#### SOURCE RECORDS:
┌──

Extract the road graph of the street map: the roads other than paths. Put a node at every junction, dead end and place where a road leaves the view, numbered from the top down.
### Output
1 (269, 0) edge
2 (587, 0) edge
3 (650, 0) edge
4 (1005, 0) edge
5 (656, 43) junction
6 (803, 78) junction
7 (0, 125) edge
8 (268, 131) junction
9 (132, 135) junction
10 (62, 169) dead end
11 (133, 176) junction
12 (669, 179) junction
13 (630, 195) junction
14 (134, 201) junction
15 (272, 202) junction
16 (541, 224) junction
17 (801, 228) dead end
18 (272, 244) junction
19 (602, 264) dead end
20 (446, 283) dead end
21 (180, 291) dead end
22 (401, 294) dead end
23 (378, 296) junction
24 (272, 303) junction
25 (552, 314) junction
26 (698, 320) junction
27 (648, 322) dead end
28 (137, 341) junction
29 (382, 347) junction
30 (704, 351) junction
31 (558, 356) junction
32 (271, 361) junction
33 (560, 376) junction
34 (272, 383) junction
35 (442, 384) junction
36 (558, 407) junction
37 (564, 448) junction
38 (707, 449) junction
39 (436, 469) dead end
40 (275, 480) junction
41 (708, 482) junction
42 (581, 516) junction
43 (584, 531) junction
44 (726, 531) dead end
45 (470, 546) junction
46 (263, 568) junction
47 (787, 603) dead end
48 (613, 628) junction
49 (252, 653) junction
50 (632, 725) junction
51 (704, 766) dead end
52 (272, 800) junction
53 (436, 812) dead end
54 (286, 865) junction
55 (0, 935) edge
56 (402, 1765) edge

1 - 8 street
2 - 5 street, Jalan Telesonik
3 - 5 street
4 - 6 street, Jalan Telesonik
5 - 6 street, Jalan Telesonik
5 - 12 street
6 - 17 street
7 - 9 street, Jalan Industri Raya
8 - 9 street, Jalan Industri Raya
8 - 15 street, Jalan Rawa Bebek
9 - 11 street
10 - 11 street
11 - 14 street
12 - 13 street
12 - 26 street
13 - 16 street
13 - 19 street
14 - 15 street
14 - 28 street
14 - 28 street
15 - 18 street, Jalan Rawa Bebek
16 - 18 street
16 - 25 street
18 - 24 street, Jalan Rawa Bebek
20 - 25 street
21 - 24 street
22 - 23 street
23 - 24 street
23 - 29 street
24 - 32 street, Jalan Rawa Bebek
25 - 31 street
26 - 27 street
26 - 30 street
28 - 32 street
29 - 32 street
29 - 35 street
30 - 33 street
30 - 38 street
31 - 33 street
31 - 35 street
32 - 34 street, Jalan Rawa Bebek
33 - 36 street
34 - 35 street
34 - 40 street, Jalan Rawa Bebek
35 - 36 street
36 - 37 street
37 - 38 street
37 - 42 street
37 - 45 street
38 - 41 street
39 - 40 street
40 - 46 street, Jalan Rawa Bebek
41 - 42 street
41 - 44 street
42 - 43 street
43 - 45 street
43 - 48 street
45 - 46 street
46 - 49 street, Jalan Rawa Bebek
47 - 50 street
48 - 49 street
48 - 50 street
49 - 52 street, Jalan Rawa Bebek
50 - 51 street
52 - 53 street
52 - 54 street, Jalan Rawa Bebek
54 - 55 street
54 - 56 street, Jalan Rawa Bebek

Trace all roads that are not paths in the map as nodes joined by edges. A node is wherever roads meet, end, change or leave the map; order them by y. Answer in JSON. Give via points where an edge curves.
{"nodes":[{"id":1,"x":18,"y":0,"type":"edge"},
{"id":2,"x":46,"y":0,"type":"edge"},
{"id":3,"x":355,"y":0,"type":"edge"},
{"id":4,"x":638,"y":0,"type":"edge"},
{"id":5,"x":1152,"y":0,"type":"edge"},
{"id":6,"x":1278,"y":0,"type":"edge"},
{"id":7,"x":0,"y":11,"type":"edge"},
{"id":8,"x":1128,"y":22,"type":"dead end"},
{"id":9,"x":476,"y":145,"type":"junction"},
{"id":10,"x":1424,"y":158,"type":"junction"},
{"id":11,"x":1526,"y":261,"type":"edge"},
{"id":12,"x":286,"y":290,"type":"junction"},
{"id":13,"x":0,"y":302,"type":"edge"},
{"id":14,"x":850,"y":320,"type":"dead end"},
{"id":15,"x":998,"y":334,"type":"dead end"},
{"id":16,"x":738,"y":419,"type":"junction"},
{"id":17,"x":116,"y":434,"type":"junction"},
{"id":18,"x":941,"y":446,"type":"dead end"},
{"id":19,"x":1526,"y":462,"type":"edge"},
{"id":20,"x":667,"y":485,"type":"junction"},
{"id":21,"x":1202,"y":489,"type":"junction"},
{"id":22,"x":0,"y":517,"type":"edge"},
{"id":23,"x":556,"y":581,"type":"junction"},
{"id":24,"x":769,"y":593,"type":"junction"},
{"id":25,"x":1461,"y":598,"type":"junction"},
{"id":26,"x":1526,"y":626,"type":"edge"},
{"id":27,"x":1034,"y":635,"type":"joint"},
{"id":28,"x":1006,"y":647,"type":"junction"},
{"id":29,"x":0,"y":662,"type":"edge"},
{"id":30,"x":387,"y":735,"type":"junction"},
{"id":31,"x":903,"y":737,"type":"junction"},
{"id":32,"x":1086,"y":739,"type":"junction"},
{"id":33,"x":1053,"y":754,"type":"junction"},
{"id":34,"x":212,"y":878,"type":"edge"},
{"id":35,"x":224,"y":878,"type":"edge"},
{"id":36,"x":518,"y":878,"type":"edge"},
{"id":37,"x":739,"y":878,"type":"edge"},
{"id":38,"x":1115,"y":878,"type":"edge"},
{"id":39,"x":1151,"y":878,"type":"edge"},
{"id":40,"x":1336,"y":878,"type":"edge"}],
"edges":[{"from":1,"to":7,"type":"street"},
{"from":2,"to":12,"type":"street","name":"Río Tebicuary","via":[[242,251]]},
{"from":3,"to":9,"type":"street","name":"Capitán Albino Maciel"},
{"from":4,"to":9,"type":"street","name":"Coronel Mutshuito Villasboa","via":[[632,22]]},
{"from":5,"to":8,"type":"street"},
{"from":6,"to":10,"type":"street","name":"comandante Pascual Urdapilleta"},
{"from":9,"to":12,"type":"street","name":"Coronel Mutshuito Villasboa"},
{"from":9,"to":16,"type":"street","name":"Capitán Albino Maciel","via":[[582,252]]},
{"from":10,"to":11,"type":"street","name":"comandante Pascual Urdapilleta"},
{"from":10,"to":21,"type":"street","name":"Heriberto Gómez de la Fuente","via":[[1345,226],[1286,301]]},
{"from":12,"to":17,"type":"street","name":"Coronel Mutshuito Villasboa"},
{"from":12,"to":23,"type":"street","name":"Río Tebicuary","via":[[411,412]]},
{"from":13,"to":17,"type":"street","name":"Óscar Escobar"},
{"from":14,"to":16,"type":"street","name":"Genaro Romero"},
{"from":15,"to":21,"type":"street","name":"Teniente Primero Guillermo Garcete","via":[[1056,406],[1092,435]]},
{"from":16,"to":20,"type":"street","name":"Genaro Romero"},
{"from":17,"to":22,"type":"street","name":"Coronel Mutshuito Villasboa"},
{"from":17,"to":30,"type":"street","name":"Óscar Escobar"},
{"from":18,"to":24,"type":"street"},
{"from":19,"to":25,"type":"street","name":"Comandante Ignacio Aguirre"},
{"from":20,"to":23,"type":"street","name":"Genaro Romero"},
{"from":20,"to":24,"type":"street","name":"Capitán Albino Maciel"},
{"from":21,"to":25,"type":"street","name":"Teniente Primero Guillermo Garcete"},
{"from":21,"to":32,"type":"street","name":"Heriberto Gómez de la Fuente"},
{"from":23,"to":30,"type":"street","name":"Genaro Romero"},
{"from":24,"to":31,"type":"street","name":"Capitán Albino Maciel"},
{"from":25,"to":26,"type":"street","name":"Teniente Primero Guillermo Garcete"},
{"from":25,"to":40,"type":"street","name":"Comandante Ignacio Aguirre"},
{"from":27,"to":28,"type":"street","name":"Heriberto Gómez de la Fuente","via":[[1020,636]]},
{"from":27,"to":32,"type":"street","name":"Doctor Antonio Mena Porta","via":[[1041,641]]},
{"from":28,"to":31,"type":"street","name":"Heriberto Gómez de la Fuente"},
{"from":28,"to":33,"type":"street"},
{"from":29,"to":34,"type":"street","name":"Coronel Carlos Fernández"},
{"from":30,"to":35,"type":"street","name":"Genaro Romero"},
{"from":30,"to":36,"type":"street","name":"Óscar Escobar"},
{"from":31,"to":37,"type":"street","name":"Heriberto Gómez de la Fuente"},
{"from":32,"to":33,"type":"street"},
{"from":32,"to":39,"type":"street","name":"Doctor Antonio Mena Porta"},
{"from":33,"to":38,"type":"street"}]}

└──

#### YOUR OBJECTIVE:
Filter the records above for lines with "Genaro".

#### THE ANSWER:
{"from":14,"to":16,"type":"street","name":"Genaro Romero"},
{"from":16,"to":20,"type":"street","name":"Genaro Romero"},
{"from":20,"to":23,"type":"street","name":"Genaro Romero"},
{"from":23,"to":30,"type":"street","name":"Genaro Romero"},
{"from":30,"to":35,"type":"street","name":"Genaro Romero"},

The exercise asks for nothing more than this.